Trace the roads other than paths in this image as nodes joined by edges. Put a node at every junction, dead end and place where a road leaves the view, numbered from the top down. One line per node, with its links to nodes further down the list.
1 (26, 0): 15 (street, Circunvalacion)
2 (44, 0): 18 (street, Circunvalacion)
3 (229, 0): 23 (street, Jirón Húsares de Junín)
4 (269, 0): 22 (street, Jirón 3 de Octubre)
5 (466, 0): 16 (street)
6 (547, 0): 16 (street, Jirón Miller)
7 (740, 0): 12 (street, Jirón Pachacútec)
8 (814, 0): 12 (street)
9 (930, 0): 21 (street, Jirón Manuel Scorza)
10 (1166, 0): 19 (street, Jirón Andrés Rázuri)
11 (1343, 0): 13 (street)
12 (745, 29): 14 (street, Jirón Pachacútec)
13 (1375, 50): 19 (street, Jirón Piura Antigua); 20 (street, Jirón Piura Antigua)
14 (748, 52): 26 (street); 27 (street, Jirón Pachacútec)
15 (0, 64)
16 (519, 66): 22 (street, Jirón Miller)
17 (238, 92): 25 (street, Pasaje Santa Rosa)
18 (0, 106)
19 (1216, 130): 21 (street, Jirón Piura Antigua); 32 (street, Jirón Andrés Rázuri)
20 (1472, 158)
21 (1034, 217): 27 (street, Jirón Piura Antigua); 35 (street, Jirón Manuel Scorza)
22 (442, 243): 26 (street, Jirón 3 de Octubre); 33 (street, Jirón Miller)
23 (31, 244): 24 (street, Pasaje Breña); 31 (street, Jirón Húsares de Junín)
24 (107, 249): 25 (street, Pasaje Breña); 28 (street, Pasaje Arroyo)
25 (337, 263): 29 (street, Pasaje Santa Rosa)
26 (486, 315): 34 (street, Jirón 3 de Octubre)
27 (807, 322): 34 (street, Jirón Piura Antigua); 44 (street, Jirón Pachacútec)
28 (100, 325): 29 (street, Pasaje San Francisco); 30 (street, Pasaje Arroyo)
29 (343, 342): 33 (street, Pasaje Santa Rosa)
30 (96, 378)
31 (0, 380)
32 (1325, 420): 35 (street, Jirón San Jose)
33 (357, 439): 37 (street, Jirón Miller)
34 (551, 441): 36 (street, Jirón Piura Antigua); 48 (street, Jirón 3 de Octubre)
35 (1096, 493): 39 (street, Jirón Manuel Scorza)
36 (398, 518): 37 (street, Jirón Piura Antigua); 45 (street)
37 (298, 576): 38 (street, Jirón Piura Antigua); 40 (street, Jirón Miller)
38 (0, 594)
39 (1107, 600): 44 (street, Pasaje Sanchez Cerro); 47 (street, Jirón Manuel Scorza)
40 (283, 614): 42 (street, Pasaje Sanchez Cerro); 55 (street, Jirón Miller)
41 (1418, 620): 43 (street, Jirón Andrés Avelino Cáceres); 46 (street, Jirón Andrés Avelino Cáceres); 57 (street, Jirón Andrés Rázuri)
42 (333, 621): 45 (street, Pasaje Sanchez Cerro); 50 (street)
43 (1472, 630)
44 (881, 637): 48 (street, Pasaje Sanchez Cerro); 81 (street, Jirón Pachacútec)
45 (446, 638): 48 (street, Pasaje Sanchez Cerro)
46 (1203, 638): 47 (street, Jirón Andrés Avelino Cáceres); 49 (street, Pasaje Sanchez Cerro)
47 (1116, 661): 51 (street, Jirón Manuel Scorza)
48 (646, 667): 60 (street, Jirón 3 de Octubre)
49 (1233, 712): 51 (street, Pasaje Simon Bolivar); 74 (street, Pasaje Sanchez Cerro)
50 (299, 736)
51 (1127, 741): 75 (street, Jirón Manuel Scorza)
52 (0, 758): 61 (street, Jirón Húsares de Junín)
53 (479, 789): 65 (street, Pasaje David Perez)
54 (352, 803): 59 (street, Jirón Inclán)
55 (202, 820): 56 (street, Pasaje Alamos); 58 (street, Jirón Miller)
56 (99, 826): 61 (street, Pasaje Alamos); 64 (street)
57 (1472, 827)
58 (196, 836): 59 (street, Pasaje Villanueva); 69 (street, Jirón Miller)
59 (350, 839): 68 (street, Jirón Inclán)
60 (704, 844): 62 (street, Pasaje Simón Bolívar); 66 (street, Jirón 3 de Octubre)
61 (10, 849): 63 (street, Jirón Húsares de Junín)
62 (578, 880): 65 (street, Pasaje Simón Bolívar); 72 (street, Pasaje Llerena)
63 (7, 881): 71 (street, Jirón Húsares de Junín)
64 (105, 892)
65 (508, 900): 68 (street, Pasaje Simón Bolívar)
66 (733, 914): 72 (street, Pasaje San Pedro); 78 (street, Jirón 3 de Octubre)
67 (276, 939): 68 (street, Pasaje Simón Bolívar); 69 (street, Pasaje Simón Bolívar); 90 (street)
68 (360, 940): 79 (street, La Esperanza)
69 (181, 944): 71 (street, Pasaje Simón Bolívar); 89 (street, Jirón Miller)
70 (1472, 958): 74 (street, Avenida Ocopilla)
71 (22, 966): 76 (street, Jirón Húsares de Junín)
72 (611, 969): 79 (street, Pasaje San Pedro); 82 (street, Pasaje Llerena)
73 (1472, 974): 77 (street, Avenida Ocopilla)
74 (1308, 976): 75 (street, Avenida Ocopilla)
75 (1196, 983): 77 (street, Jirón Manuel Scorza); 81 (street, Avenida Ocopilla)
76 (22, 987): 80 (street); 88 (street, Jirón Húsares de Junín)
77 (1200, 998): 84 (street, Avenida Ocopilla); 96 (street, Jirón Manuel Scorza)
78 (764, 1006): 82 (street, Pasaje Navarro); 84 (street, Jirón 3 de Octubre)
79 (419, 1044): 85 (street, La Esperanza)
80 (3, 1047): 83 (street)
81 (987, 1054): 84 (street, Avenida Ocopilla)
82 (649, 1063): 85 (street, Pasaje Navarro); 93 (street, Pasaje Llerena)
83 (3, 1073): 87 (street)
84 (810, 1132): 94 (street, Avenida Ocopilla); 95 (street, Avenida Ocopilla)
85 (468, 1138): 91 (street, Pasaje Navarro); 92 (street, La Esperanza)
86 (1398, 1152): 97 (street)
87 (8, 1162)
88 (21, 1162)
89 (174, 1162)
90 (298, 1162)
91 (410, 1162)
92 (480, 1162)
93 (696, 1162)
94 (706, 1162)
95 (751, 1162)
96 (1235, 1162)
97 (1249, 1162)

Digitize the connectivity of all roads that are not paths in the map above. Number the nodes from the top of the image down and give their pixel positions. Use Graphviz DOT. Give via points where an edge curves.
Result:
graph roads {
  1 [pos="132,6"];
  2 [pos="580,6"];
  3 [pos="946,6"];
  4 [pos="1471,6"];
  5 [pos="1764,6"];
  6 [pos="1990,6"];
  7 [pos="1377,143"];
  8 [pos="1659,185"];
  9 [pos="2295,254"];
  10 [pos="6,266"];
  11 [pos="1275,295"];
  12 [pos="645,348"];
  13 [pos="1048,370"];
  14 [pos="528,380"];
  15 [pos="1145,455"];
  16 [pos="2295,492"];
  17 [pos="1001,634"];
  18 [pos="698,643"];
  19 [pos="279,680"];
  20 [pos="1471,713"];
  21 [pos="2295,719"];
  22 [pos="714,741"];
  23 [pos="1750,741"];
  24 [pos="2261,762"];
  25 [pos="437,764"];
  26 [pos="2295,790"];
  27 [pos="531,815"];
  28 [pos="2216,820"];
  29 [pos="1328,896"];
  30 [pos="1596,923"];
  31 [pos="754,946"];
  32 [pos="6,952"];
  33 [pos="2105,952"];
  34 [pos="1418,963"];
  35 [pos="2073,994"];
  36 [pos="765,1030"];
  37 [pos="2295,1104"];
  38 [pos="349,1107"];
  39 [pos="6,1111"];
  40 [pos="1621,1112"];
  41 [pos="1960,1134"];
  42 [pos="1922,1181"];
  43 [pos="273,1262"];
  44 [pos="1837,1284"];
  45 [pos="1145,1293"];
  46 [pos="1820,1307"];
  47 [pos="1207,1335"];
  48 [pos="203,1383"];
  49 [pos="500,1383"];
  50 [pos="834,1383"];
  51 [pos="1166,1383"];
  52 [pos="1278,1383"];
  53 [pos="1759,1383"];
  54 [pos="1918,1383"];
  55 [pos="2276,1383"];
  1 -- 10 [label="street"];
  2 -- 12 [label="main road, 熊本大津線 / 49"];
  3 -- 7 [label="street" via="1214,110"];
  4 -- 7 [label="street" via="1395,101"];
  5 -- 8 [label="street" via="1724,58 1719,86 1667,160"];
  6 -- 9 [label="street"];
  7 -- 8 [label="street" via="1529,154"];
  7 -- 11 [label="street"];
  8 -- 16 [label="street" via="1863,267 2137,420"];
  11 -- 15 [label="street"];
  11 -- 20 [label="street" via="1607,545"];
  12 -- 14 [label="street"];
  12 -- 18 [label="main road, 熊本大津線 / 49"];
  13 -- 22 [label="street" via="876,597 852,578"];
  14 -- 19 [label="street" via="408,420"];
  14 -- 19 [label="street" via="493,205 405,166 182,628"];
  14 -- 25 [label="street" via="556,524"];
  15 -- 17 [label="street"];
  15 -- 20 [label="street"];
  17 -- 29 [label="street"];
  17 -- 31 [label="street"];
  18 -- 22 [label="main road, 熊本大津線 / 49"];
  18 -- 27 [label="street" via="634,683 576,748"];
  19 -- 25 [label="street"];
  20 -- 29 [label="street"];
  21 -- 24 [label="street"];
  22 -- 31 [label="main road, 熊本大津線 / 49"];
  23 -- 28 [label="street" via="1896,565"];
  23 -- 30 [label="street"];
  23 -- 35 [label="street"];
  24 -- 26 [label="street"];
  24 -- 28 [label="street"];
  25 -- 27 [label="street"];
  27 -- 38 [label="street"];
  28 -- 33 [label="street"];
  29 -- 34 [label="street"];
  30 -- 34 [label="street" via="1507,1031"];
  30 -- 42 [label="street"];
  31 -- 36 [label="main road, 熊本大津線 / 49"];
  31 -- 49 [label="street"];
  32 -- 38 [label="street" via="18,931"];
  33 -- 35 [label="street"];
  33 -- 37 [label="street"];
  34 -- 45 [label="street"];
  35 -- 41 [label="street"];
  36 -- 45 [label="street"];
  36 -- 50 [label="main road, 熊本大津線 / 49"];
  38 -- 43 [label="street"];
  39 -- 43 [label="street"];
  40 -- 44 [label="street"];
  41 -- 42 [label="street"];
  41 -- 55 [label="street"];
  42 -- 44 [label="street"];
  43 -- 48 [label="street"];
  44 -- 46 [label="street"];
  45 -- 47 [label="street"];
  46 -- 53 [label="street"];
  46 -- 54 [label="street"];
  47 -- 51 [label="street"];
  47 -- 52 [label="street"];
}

####################

◆ WHAT YOU HAVE TO DO: Using the entries, state how many of their lines hold "Avelino"; give the number and no more.

◆ EXERCISE OUTPUT: 2